═══ PROVIDED MATERIAL ═══
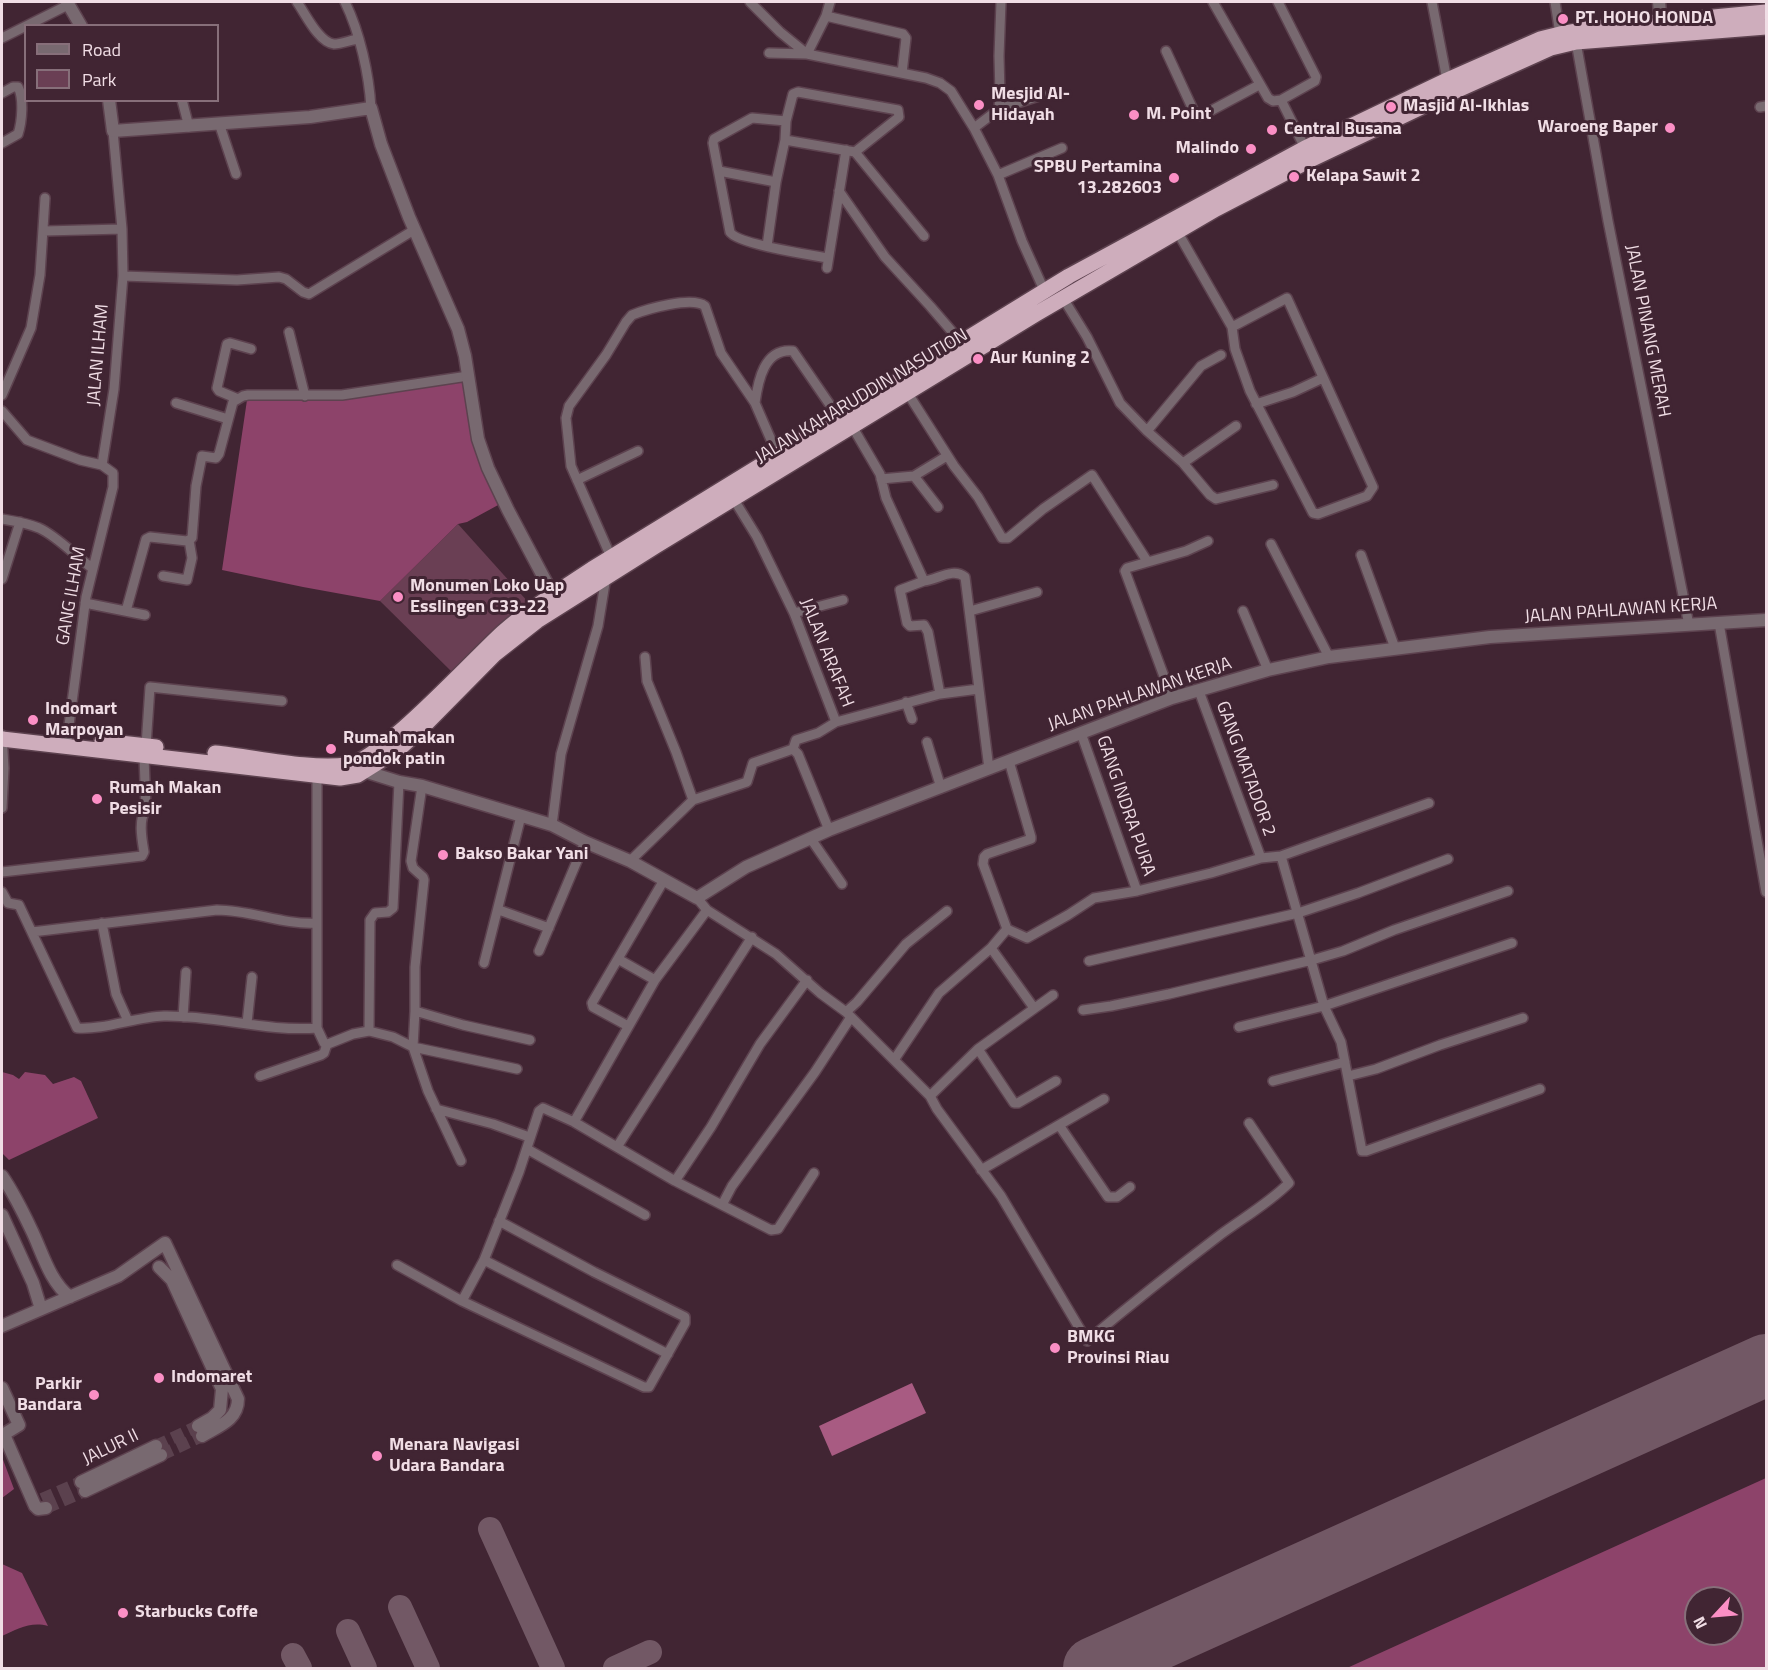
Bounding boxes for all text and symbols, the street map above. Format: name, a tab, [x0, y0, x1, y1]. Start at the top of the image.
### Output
place label: PT. HOHO HONDA	[1575, 8, 1713, 30]
marker: PT. HOHO HONDA	[1556, 12, 1570, 26]
legend	[24, 24, 219, 102]
text: Road	[82, 36, 121, 63]
text: Park	[82, 66, 116, 93]
place label: Mesjid Al- Hidayah	[991, 84, 1070, 127]
place label: Masjid Al-Ikhlas	[1403, 96, 1529, 118]
marker: Mesjid Al- Hidayah	[972, 98, 986, 112]
marker: Masjid Al-Ikhlas	[1384, 100, 1398, 114]
place label: M. Point	[1146, 104, 1211, 126]
marker: M. Point	[1127, 108, 1141, 122]
place label: Waroeng Baper	[1538, 117, 1658, 139]
place label: Central Busana	[1284, 119, 1402, 141]
marker: Waroeng Baper	[1663, 121, 1677, 135]
marker: Central Busana	[1265, 123, 1279, 137]
place label: Malindo	[1175, 138, 1239, 160]
marker: Malindo	[1244, 142, 1258, 156]
place label: SPBU Pertamina 13.282603	[1034, 157, 1162, 200]
place label: Kelapa Sawit 2	[1306, 166, 1421, 188]
marker: Kelapa Sawit 2	[1287, 170, 1301, 184]
marker: SPBU Pertamina 13.282603	[1167, 171, 1181, 185]
street label: JALAN PINANG MERAH	[1620, 243, 1674, 419]
street label: JALAN ILHAM	[84, 303, 114, 407]
street label: JALAN KAHARUDDIN NASUTION	[752, 325, 972, 469]
place label: Aur Kuning 2	[990, 348, 1090, 370]
marker: Aur Kuning 2	[971, 352, 985, 366]
street label: GANG ILHAM	[53, 545, 91, 647]
place label: Monumen Loko Uap Esslingen C33-22	[410, 576, 564, 618]
marker: Monumen Loko Uap Esslingen C33-22	[391, 590, 405, 604]
street label: JALAN PAHLAWAN KERJA	[1524, 593, 1718, 629]
street label: JALAN ARAFAH	[794, 595, 858, 711]
street label: JALAN PAHLAWAN KERJA	[1045, 653, 1235, 737]
place label: Indomart Marpoyan	[45, 699, 124, 742]
street label: GANG MATADOR 2	[1211, 699, 1279, 839]
marker: Indomart Marpoyan	[26, 713, 40, 727]
place label: Rumah makan pondok patin	[343, 728, 455, 771]
street label: GANG INDRA PURA	[1091, 733, 1159, 879]
marker: Rumah makan pondok patin	[324, 742, 338, 756]
place label: Rumah Makan Pesisir	[109, 778, 221, 820]
marker: Rumah Makan Pesisir	[90, 792, 104, 806]
place label: Bakso Bakar Yani	[455, 844, 588, 866]
marker: Bakso Bakar Yani	[436, 848, 450, 862]
place label: BMKG Provinsi Riau	[1067, 1327, 1169, 1370]
marker: BMKG Provinsi Riau	[1048, 1341, 1062, 1355]
place label: Indomaret	[171, 1367, 252, 1389]
marker: Indomaret	[152, 1371, 166, 1385]
place label: Parkir Bandara	[17, 1374, 82, 1416]
marker: Parkir Bandara	[87, 1388, 101, 1402]
street label: JALUR II	[79, 1425, 143, 1471]
place label: Menara Navigasi Udara Bandara	[389, 1435, 520, 1478]
marker: Menara Navigasi Udara Bandara	[370, 1449, 384, 1463]
north arrow	[1684, 1586, 1744, 1646]
place label: Starbucks Coffe	[135, 1602, 258, 1624]
marker: Starbucks Coffe	[116, 1606, 130, 1620]
text: N	[1686, 1613, 1713, 1633]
═══
▸ EXERCISE AIM: Only the number is wanted: how many lines in the entries above include the word "Bandara"?

▸ WRITTEN RESPONSE: 4